Hem, ölmüş insanları zemmetmek hiç lüzumu yok. Onlar, dâr-ı âhirete mahall-i cezaya gitmişler. Lüzumsuz, zararlı, onların kusurlarını beyân etmek; emrolunan muhabbet-i Âl-i Beyt’in muktezası değildir ve lâzım da değildir diye, Ehl-i Sünnet Velcemâat, sahabeler zamanındaki fitnelerden bahs açmayı men’etmişler. Çünkü, Vâk’a-i Cemel’de, Aşere-i Mübeşşere’den Zübeyr (R.A.) ve Talha (R.A.) ve Âişe-i Sıddîka (R.A.) bulunmasiyle, Ehl-i Sünnet Velcemâat o harbi “İçtihad neticesi” deyip, “Hazret-i Ali (R.A.), haklı öteki taraf haksız; fakat içtihad neticesi olduğu cihetle afvedilir” derler.

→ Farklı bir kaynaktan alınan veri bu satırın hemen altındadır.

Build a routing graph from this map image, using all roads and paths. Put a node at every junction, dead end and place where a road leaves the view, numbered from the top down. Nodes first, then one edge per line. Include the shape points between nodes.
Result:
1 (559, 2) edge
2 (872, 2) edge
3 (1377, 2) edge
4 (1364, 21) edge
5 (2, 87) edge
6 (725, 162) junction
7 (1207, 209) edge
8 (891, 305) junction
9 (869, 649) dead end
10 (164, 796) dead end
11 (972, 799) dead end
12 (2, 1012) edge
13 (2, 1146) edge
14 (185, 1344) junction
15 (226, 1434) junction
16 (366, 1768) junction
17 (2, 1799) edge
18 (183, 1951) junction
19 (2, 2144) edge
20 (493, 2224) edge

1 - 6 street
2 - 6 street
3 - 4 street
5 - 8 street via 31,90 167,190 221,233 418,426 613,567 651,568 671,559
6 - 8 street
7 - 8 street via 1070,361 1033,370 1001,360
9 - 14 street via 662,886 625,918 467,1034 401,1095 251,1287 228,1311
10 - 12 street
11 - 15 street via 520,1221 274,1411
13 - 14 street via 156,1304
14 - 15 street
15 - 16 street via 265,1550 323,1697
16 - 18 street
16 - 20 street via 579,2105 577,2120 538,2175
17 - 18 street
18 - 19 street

Hem Vehhâbîlik damarı, hem müfrit Râfizîlerin mezhebleri İslâmiyet’e zarar vermesin diye, Sıffîn Harbindeki bâğîlerden de bahs açmayı zararlı görüyorlar. Haccâc-ı Zâlim, Yezid ve Velid gibi heriflere, İlm-i Kelâmın büyük allâmesi olan Sâdeddin-i Teftezâni “Yezid’e lânet caizdir” demiş; fakat, “Lânet vacibdir” dememiş; hayırdır ve sevabı vardır dememiş. Çünkü: Hem Kur’ânı hem peygamberi, hem bütün sahabelerin kudsî sohbetlerini inkâr eden hadsizdir. Şimdi onlardan meydanda gezenler çoktur. Şer’an, bir adam hiç mel’unları hatıra getirmeyip lânet etmese, hiçbir zararı yok. Çünkü, zem ve lânet ise, medih ve muhabbet gibi değil. Onlar, amel-i salihde dahil olamaz. Eğer zararı varsa, daha fena.

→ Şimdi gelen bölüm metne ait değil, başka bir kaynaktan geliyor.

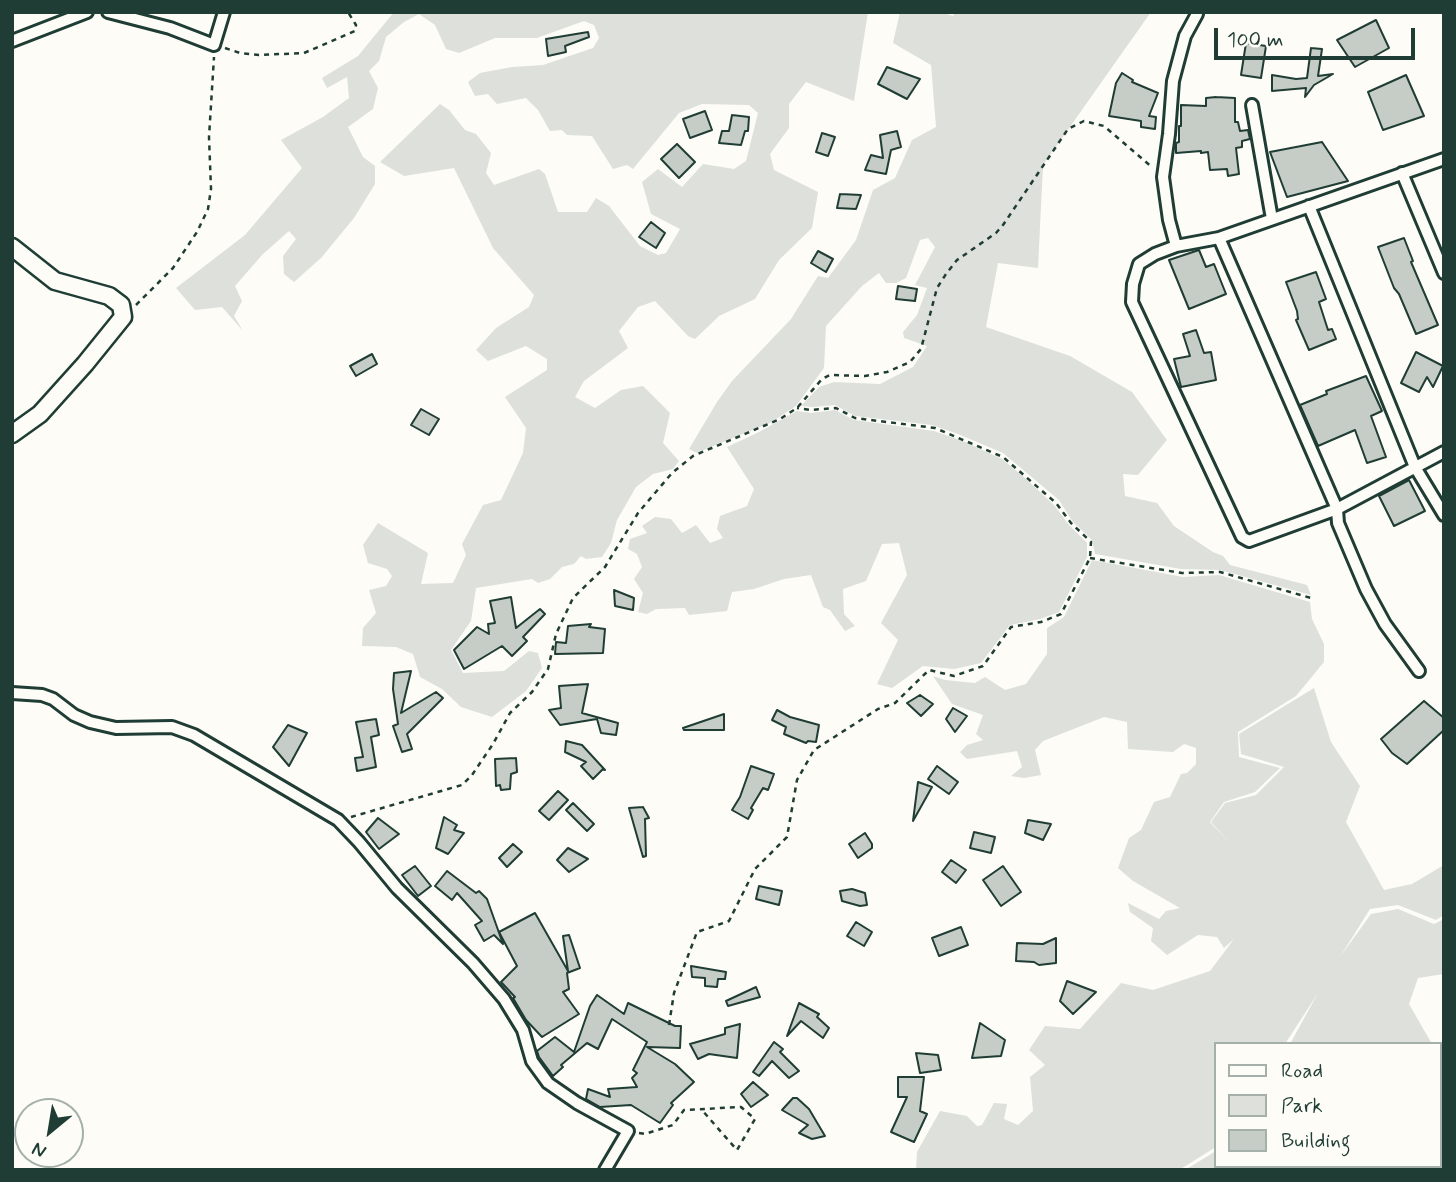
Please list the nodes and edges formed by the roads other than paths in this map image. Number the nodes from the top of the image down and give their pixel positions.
1 (87, 12) edge
2 (108, 12) edge
3 (224, 12) edge
4 (1198, 14) dead end
5 (12, 41) edge
6 (1252, 105) dead end
7 (1444, 159) edge
8 (1402, 173) junction
9 (1309, 206) junction
10 (1272, 219) junction
11 (1219, 238) junction
12 (1176, 246) junction
13 (12, 247) edge
14 (1444, 273) edge
15 (12, 433) edge
16 (1444, 452) edge
17 (1415, 467) junction
18 (1337, 509) junction
19 (1444, 515) edge
20 (1419, 671) dead end
21 (12, 693) edge
22 (605, 1170) edge

1 - 5 street
2 - 3 street
4 - 12 street
6 - 10 street
7 - 8 street
8 - 9 street
8 - 14 street
9 - 10 street
9 - 17 street
10 - 11 street
11 - 12 street
11 - 18 street
12 - 18 street
13 - 15 main road
16 - 17 street
17 - 18 street
17 - 19 street
18 - 20 street
21 - 22 street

İşte; şimdi gizli münâfıklar, Vehhâbîlik damariyle, en ziyâde İslâmiyet’i ve hakîkat-ı Kur’âniyeyi muhafazaya me’mur ve mükellef olan bir kısım hocaları elde edip, ehl-i hakîkatı Alevîlikle itham etmekle birbiri aleyhinde isti’mal ederek, dehşetli bir darbeyi İslâmiyet’e vurmağa çalışanlar meydanda geziyorlar.